Nom commun des tamias américains, en particulier du tamia rayé (Tamias striatus), qui est un petit écureuil au pelage rayé sur la longueur, nichant dans des terriers et répandu dans l’est de l’Amérique du Nord.

2022, TLFQ, Suisse [photo], Réserve naturelle Gault (Université McGill), Mont-Saint-Hilaire.

Un petit suisse. Un suisse rayé. Le cri strident du suisse. Nourrir, observer les suisses. Vif, vite, rapide comme un suisse. Vieilli Un suisse barré.

 (En apposition). Vieux Un écureuil (écureux) suisse.

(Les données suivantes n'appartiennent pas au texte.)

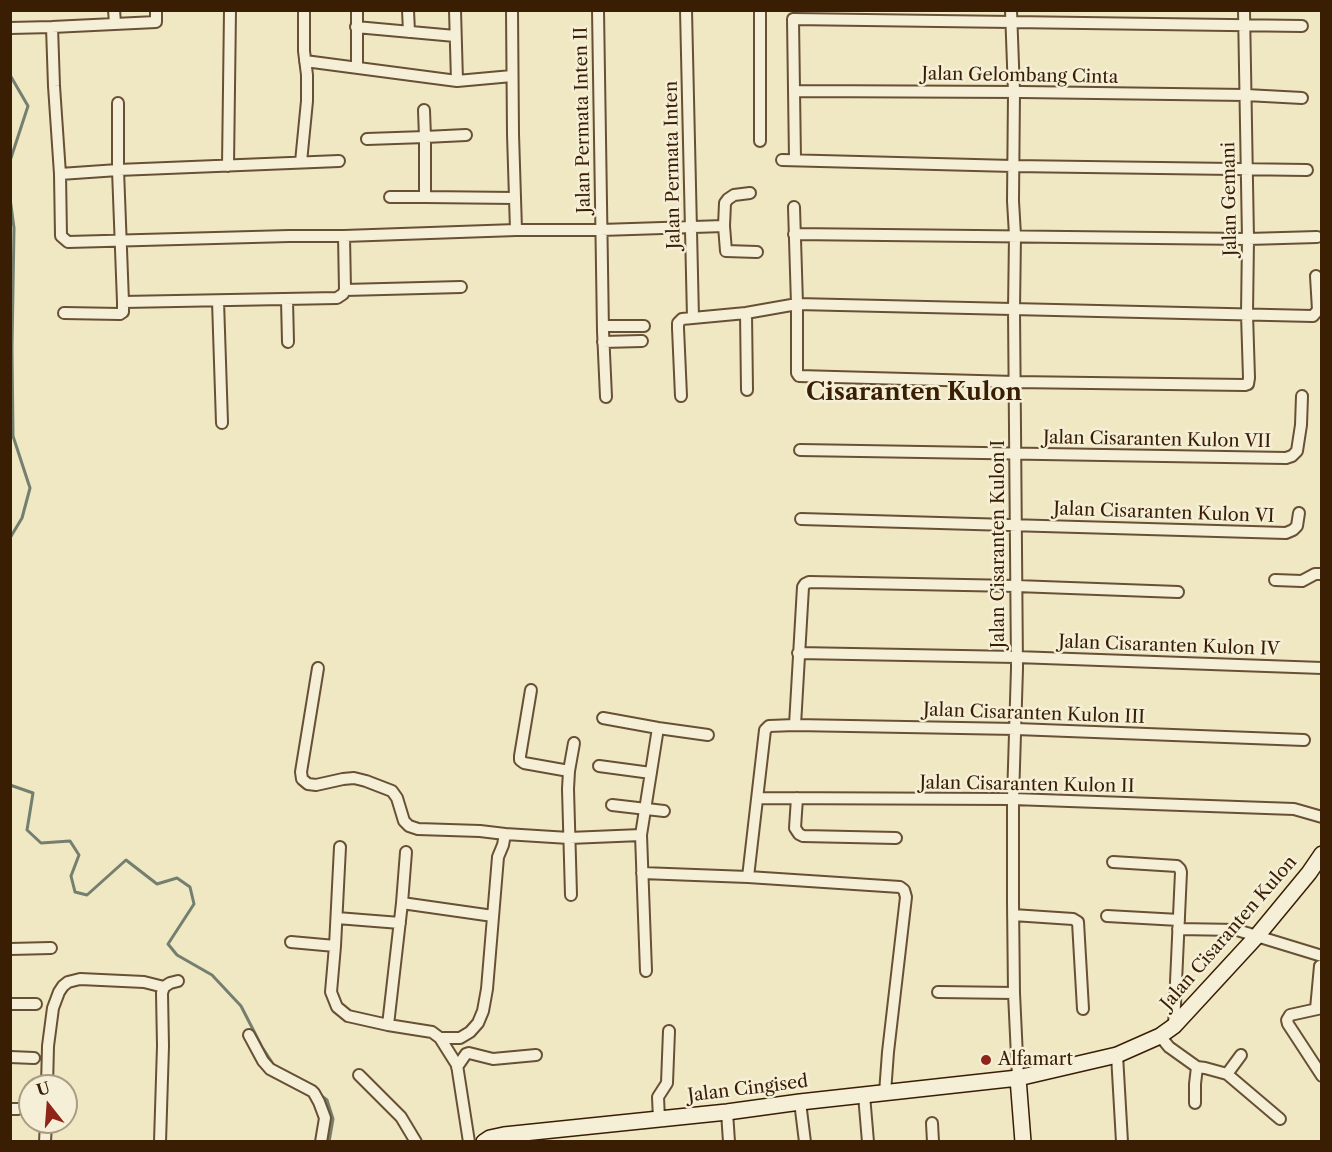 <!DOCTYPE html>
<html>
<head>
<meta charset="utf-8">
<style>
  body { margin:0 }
  #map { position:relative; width:1332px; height:1152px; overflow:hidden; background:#f0e7c3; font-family:"Libre Caslon Text",serif }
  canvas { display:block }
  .frame { position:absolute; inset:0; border:12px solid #391e04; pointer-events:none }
  .north { position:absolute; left:18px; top:1074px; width:60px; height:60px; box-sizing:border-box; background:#f5efd8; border:2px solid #aa9b83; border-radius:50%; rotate:343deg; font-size:16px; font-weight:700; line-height:24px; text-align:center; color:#391e04 }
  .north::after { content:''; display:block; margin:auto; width:21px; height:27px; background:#8f2418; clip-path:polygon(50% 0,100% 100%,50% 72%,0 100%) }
</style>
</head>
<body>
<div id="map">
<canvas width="1332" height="1152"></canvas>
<div class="frame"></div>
<div class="north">U</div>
</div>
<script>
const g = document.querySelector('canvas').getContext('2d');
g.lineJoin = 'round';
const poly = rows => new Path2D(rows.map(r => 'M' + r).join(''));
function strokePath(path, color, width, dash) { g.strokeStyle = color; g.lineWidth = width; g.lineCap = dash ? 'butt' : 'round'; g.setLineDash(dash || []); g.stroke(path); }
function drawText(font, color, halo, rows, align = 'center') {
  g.font = font + ' "Libre Caslon Text",serif'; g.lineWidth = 5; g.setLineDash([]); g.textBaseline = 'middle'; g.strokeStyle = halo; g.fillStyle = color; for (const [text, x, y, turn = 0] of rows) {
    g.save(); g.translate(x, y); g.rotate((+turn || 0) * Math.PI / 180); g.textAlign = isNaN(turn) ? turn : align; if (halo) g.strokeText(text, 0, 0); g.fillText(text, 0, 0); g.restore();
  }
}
const stream = poly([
  [10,75,28,106,10,161],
  [10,198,14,228,12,348,13,436,30,488,22,518,10,538],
  [10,785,33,793,27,830,41,843,70,841,79,855,71,876,75,892,87,895,126,860,157,884,177,878,190,887,194,904,168,944,177,955,212,975,241,1006,262,1047,275,1067],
  [319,1094,327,1100,333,1119,329,1142]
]);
const street = poly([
  [114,10,115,23],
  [357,10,357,68],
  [408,10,409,32],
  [455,10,457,81],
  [512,10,513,134,516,230],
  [598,10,603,331,606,397],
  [686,10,693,318],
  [760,10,760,141],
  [1011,10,1014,92,1013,201,1015,235,1014,310,1017,668,1013,799,1013,902,1014,993,1018,1078],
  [52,27,54,86,60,174,61,236,68,242,289,236,344,236,516,230,601,230,724,226,725,203,728,199,734,195,750,193],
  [356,27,455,36],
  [10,28,52,27,156,22,156,10],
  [305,61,457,81,512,76],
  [794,91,1021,92,1246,95,1302,98],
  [118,103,118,170,123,302],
  [424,110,425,137,466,135],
  [367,139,425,137,425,197,515,198],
  [782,160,1013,166,1307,170],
  [795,160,793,19,1302,26],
  [301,162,307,101,307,75,304,51,304,10],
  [228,166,230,10],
  [60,174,118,170,339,161],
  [390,197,425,197],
  [794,207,797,304,797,373,799,376,1014,382,1245,385,1248,384,1249,378,1247,314,1248,239,1244,10],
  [724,226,726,251,757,252],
  [794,234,1248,239,1317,237],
  [345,290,461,287],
  [287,300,288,342],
  [218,301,222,423],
  [64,313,120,314,123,312,123,302,337,298,343,294,345,290,344,236],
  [746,313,747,390],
  [603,326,644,326],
  [603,342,642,341],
  [681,396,678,328,678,323,682,319,746,313,797,304,1313,316,1318,310,1316,276],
  [800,450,1286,458,1292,456,1297,451,1301,425,1302,396],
  [801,519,1286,533,1293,530,1297,526,1299,513],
  [1275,580,1302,581,1315,574,1322,574],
  [798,653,1016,657,1322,668],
  [318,668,301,772,302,779,308,784,316,785,343,779,354,778,366,781,392,791,397,798,404,821,409,826,418,829,480,831,505,834,569,838,641,835],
  [531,690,520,756,520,760,524,763,569,771],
  [603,718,658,728,708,735],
  [795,725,803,587,805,584,809,582,1016,586,1178,592],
  [599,766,651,773],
  [758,798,1013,799,1294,809,1322,817],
  [797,798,795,828,799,834,803,836,896,838],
  [612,805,664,811],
  [1113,862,1177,866,1180,869,1181,872,1174,1026],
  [642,873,748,877,900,887,904,890,906,897,888,1052,885,1093],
  [748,877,765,730,769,726,795,725,1016,729,1304,740],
  [571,895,568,789,569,771,574,743],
  [402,903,406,852],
  [1013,915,1073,919,1078,922,1083,1009],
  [1107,916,1179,920],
  [337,918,400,923],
  [1178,929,1237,930,1322,956],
  [291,942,335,946,331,992,337,1007,348,1016,388,1025,432,1032,440,1038,457,1065,469,1142],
  [335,946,340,847],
  [10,949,51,948],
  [646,971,641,835,658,728],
  [938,992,1014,993],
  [10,1004,36,1004],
  [1322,1008,1290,1015,1287,1020,1288,1024,1322,1076],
  [1316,1009,1320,966],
  [388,1025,402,903,493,916],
  [249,1035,263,1061,270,1069,312,1091,314,1093,319,1102,325,1118,321,1142],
  [1160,1036,1169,1047,1197,1067,1205,1068,1227,1074,1241,1055],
  [440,1038,460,1038,470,1032,478,1023,483,1011,487,989,498,857,503,845,505,834],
  [1117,1055,1122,1142],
  [10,1057,34,1058],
  [457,1067,466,1054,469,1053,493,1059,536,1055],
  [1227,1074,1280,1119],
  [359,1075,401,1117,416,1142],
  [47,1086,48,1046,53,1008,59,992,63,986,68,982,80,979,144,982,164,987],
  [864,1095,868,1142],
  [800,1102,805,1142],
  [1195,1103,1195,1084,1197,1067],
  [10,1109,18,1109],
  [727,1112,729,1142],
  [659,1119,658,1097,667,1083,669,1031],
  [932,1123,933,1142],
  [45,1142,46,1122],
  [160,1142,163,1046,162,993,164,987,170,983,178,981]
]);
const secondary = poly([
  [1018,1078,1023,1142],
  [484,1142,490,1138,504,1135,727,1112,800,1102,1018,1078,1117,1055,1160,1036,1174,1026,1257,936,1309,873,1322,854]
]);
const markers = [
  [986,1060,6,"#8f2418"]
];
const streetNames = [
  ["Jalan Gelombang Cinta",1020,76,1],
  ["Jalan Permata Inten II",583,120,-91],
  ["Jalan Permata Inten",673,165,-91],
  ["Jalan Gemani",1230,199,-91],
  ["Jalan Cisaranten Kulon VII",1157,440,1],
  ["Jalan Cisaranten Kulon VI",1164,513,2],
  ["Jalan Cisaranten Kulon I",999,544,-90],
  ["Jalan Cisaranten Kulon IV",1169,646,2],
  ["Jalan Cisaranten Kulon III",1034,714,2],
  ["Jalan Cisaranten Kulon II",1027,785,1],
  ["Jalan Cisaranten Kulon",1229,933,-49],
  ["Jalan Cingised",748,1089,-7]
];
const poiNames = [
  ["Alfamart",998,1060]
];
const districtNames = [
  ["Cisaranten Kulon",914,393]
];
strokePath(stream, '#747f70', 3);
strokePath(street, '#675034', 14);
strokePath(secondary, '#391e04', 18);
strokePath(street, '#f5efd8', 10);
strokePath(secondary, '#f5efd8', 15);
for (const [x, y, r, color] of markers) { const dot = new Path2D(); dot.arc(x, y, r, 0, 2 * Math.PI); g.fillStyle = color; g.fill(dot); strokePath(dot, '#f5efd8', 2); }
drawText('18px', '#391e04', '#f5efd8', streetNames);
drawText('18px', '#391e04', '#f5efd8', poiNames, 'left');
drawText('bold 24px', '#391e04', '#f5efd8', districtNames);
</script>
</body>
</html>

Ils [les Hurons] ont aussi trois sortes & especes d’Escureux differends, & tous trois plus beaux & plus petits que les nostres. [...] La seconde espece qu’ils appellent Ohihoin, & nous Suisses, à cause de la beauté & diversité de leur poil, sont ceux qui sont rayez & barrez depuis le devant jusques au derriere, d’une barre ou raye blanche, puis d’une rousse, grise & noirastre tout à l’entour du corps [...]. 1632, G. Sagard, Le grand voyage du pays des Hurons, p. 305‑306.

Ecureuils Suisses, sont de petits animaux comme de petits Rats. On les appelle Suisses, parce qu’ils ont sur le corps un poil rayé de noir & de blanc, qui ressemble à un pourpoint de Suisse, & que ces mêmes rayes faisant un rond sur chaque cuisse ont beaucoup de raport à la calote d’un Suisse. 1703, L. A. de Lahontan, Mémoires de l’Amérique septentrionale, p. 43.

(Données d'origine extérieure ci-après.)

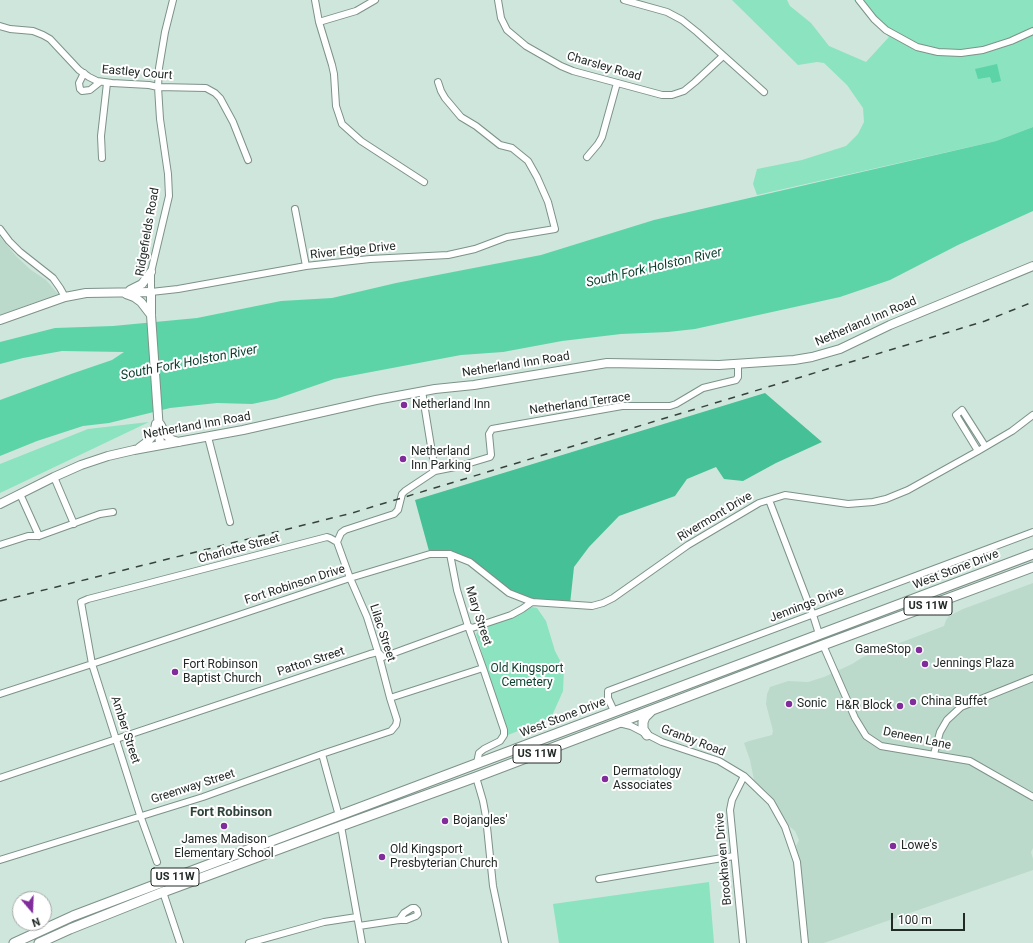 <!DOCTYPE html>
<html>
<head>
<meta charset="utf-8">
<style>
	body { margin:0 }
	#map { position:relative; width:1033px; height:943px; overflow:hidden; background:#cfe6dc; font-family:Roboto,sans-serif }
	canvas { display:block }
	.north { position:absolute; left:12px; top:891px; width:40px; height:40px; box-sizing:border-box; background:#fff; border:1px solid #a7aaa8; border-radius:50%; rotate:161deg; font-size:11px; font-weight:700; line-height:16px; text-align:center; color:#222a26 }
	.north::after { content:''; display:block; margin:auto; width:14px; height:18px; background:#802c9b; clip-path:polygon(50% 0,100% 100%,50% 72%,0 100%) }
	.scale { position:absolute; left:891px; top:913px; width:74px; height:18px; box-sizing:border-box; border:2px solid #222a26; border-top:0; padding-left:5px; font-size:12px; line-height:14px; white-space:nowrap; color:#222a26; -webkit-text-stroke:3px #fff; paint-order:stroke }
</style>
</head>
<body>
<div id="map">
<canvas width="1033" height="943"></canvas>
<div class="north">N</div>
<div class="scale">100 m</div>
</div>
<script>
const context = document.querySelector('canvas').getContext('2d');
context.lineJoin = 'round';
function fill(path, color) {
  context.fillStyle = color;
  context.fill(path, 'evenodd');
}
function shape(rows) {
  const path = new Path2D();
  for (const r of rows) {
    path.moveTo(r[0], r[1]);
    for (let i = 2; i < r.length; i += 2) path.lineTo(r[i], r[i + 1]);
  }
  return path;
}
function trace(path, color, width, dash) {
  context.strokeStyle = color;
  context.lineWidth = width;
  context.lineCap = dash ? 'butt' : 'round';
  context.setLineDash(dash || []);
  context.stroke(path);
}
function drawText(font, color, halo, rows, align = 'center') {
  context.font = font + ' Roboto,sans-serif';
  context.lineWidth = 4;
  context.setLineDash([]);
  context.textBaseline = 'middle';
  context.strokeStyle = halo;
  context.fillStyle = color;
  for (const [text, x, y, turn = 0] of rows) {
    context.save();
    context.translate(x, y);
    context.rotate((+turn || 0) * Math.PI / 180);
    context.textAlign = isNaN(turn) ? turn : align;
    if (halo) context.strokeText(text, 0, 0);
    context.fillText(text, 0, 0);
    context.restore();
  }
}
fill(shape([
	[0,237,16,256,31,270,46,280,58,294,0,315],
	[1033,583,1033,848,1031,852,1033,859,1033,870,824,943,809,943,801,869,796,846,799,840,795,831,790,827,769,794,754,780,750,760,744,743,749,741,772,735,773,731,766,704,767,694,770,687,788,681,808,682,824,677,852,664,863,657,944,626,946,620,949,616,963,609]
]), '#bcdacc');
fill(shape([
	[732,0,787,0,790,6,811,23,829,46,866,62,889,37,865,14,854,0,1033,0,1033,127,996,141,757,195,753,184,757,169,802,160,846,146,858,134,864,122,863,108,847,85,824,63,817,62,798,65],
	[149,422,0,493,0,464,88,429],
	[532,607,537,608,546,621,555,651,564,668,563,691,551,718,508,735,476,634,480,629,519,615],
	[709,882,714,943,559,943,553,904]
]), '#8be3c0');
fill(shape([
	[765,393,822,442,776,463,743,481,724,479,716,467,687,479,675,496,619,516,589,547,574,567,570,604,520,598,470,562,429,551,415,500]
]), '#46c096');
fill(shape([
	[997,64,1001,81,992,83,990,77,978,79,975,69],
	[1033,127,1033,211,958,245,890,280,840,297,695,329,668,332,621,334,562,341,503,352,461,355,334,379,276,399,252,404,217,403,170,408,109,423,83,426,37,441,0,456,0,400,71,374,112,360,124,352,62,351,23,358,0,364,0,342,55,328,113,326,197,318,281,301,332,298,396,283,541,255,654,220,996,141]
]), '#5cd4a8');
const minor = shape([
	[173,0,165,32,159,68,158,87,160,119,168,174,169,196,151,272,151,292,178,289,306,266,370,259,448,255,475,249,507,237,555,229,548,202,537,177,528,161,512,148,500,145,476,126,461,117,445,98,441,91,438,82],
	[315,0,319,22,332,65,334,74,336,106,342,124,361,141,424,182],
	[498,0,501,18,507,30,526,46,561,66,573,71,662,95,672,95,684,91,695,82,723,56],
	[624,0,667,12,682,20,697,32,764,92],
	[859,0,874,19,886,30,917,47,938,52,961,53,983,50,1011,41,1033,31],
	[319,22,356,11,375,0],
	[0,26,10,29,33,31,43,35,50,39,79,70,89,77,97,81,112,83,149,85,158,87,206,88,215,93,220,98,233,122,248,160],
	[84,73,79,83,80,89,82,91,90,90,100,82],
	[587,157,598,144,602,137,617,83],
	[102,158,101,136,107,83],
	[295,209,306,266],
	[0,229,9,241,20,252,53,278,60,288,65,297],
	[208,437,230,522],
	[978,451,956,415,962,410,985,446],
	[435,471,460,466,490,457,491,455,489,434,492,429,622,406,670,406,676,404,703,388,736,380,738,377,738,364],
	[54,477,74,524],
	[20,494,39,536],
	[769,500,813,615,819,634],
	[0,545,28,536,39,536,100,514,113,512],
	[450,554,457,590,468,626,483,668,504,730,504,735,500,741,484,749,479,753,477,763],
	[823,645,855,718,866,736,881,746,970,761,1033,797],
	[0,694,92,664,350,578,430,554,450,554,470,562,509,593,532,602,592,606,603,603,613,598,688,545,759,503,785,495,848,504,873,502,886,499,908,490,978,451,1012,431,1033,415],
	[390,698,483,668],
	[614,711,608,698,608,691,1033,532],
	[619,723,631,726,662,742,719,761,744,776,771,802,785,827,797,862,805,943],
	[322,754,339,816],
	[934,754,940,732,947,720,961,707,1033,678],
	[476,777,483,801,486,817,493,886,505,943],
	[0,778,370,654,378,652,383,657,468,626,472,628,511,615,522,609,532,602],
	[341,826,362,943],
	[0,860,203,797,322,754,391,731,396,725,397,720,390,698,378,652,367,617,350,578,337,542],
	[157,862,140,815,92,664,81,602,88,599,327,537,330,538,337,542,341,533,345,530,394,514,398,510,402,494,405,491,435,471,422,391],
	[599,879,734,856],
	[163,892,180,943],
	[359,926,399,920,406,920,416,916,418,914,417,910,415,908,412,908,404,913,399,920],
	[249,943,324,922,357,917],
	[743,943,730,810,732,800,744,776]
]);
const major = shape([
	[130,290,142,284,151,272],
	[126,294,134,297,141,302,151,315],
	[0,320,65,297,86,293,151,292,151,315,160,445],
	[160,424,166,435,172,440,179,442],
	[139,448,147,442,154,434,156,424],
	[0,504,54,477,81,465,108,456,134,450,243,430,376,400,435,389,474,385,607,363,719,365,794,360,812,357,840,349,890,325,1033,266]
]);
const highway = shape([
	[647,735,643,729,643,722,645,717,651,711],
	[14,943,73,916,160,883,1033,554],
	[39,943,70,929,163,892,341,826,476,777,823,645,1033,567]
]);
trace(minor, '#7d9288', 8);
trace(major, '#7d9288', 10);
trace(highway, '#7d9288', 11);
trace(minor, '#fff', 6);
trace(major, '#fff', 8);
trace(highway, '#fff', 9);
trace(shape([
	[0,601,352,513,900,347,985,321,1033,302]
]), '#38423d', 1.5, [7, 7]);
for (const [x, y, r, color] of [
	[404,405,4,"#802c9b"],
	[403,459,4,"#802c9b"],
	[919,650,4,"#802c9b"],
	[925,664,4,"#802c9b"],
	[175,672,4,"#802c9b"],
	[913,702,4,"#802c9b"],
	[789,704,4,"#802c9b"],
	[900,706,4,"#802c9b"],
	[605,779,4,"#802c9b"],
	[445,821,4,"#802c9b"],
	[224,826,4,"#802c9b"],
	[893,846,4,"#802c9b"],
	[382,857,4,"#802c9b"]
]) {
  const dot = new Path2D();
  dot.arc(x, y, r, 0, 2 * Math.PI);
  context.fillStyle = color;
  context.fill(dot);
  trace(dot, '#fff', 1.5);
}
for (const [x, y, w] of [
	[928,606,48],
	[537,754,48],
	[175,877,48]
]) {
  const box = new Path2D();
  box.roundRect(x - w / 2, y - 9, w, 18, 3);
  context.fillStyle = '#fff';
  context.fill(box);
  trace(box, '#222a26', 1);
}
drawText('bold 11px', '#222a26', null, [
	["US 11W",928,606],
	["US 11W",537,754],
	["US 11W",175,877]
]);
drawText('12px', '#222a26', '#fff', [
	["Charsley Road",604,67,16],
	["Eastley Court",137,73,5],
	["Ridgefields Road",148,232,-80],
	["River Edge Drive",353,251,-6],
	["Netherland Inn Road",866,322,-23],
	["Netherland Inn Road",516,365,-9],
	["Netherland Terrace",580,404,-8],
	["Netherland Inn Road",197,426,-10],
	["Rivermont Drive",715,517,-31],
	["Charlotte Street",239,549,-15],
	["West Stone Drive",956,570,-21],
	["Fort Robinson Drive",295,585,-18],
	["Jennings Drive",807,605,-21],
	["Mary Street",478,616,72],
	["Lilac Street",382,633,72],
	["Patton Street",311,662,-18],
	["West Stone Drive",563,718,-21],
	["Amber Street",125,730,72],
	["Deneen Lane",917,739,12],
	["Granby Road",693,741,21],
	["Greenway Street",193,787,-18],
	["Brookhaven Drive",724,859,-95]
]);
drawText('12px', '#222a26', '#fff', [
	["Netherland Inn",412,405],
	["Netherland",411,452],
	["Inn Parking",411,466],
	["GameStop",911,650,"right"],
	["Jennings Plaza",933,664],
	["Fort Robinson",183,665],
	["Baptist Church",183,679],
	["China Buffet",921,702],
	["Sonic",797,704],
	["H&R Block",892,706,"right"],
	["Dermatology",613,772],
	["Associates",613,786],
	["Bojangles'",453,821],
	["James Madison",224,840,"center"],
	["Elementary School",224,854,"center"],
	["Lowe's",901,846],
	["Old Kingsport",390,850],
	["Presbyterian Church",390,864]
], 'left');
drawText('12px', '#0d4130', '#fff', [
	["Old Kingsport",527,669],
	["Cemetery",527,683]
]);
drawText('italic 13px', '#073e2d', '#fff', [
	["South Fork Holston River",654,268,-13],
	["South Fork Holston River",189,363,-11]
]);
drawText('bold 13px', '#2f423a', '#fff', [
	["Fort Robinson",231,813]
]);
</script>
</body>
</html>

Ce matin […], dans le bois où le printemps mettait ses parfums et sa verdure, je me suis rappelé mon écureuil et j’ai revu en un moment sa gracieuse agilité, son pelage si doux, son œil de feu et son soyeux panache! Sur un tas de branches mortes, posté sur ses pattes de derrière, un « suisse » me regardait! 1895, Le Naturaliste canadien, vol. 22, no 8, p. 125.

Le suisse est le plus prévoyant de nos écureuils. Pendant les mois propices, mais surtout à l’automne, il ne cesse d’amasser des provisions, autant dans ses entrepôts souterrains que dans ses caches à la surface du sol, entre les racines des arbres, sous les tas de branches, recouvertes par lui de brindilles et de feuilles. Il grimpe alors aux noyers comme aux chênes, pour s’y procurer leurs fruits. 1953, H. Bernard, Portages et routes d’eau en Haute-Mauricie, p. 206.

Léger comme un courant d’air, un petit écureuil à l’œil étonné fait son apparition à côté du tonneau à ramasser la sève. – Tiens! Un suisse. 1981, J. Pellerin, Au pays de Pépé Moustache, p. 184.

Un suisse passa à côté d’elle sans paraître la remarquer, puis il s’arrêta en saccadant sa queue. Émilie retint son souffle pour ne pas l’effrayer. Le suisse se retourna, la regarda et repartit rapidement, changeant de couleur selon qu’il traversait une flaque d’ombre ou de soleil. 1985, A. Cousture, Les filles de Caleb, t. 1, p. 294.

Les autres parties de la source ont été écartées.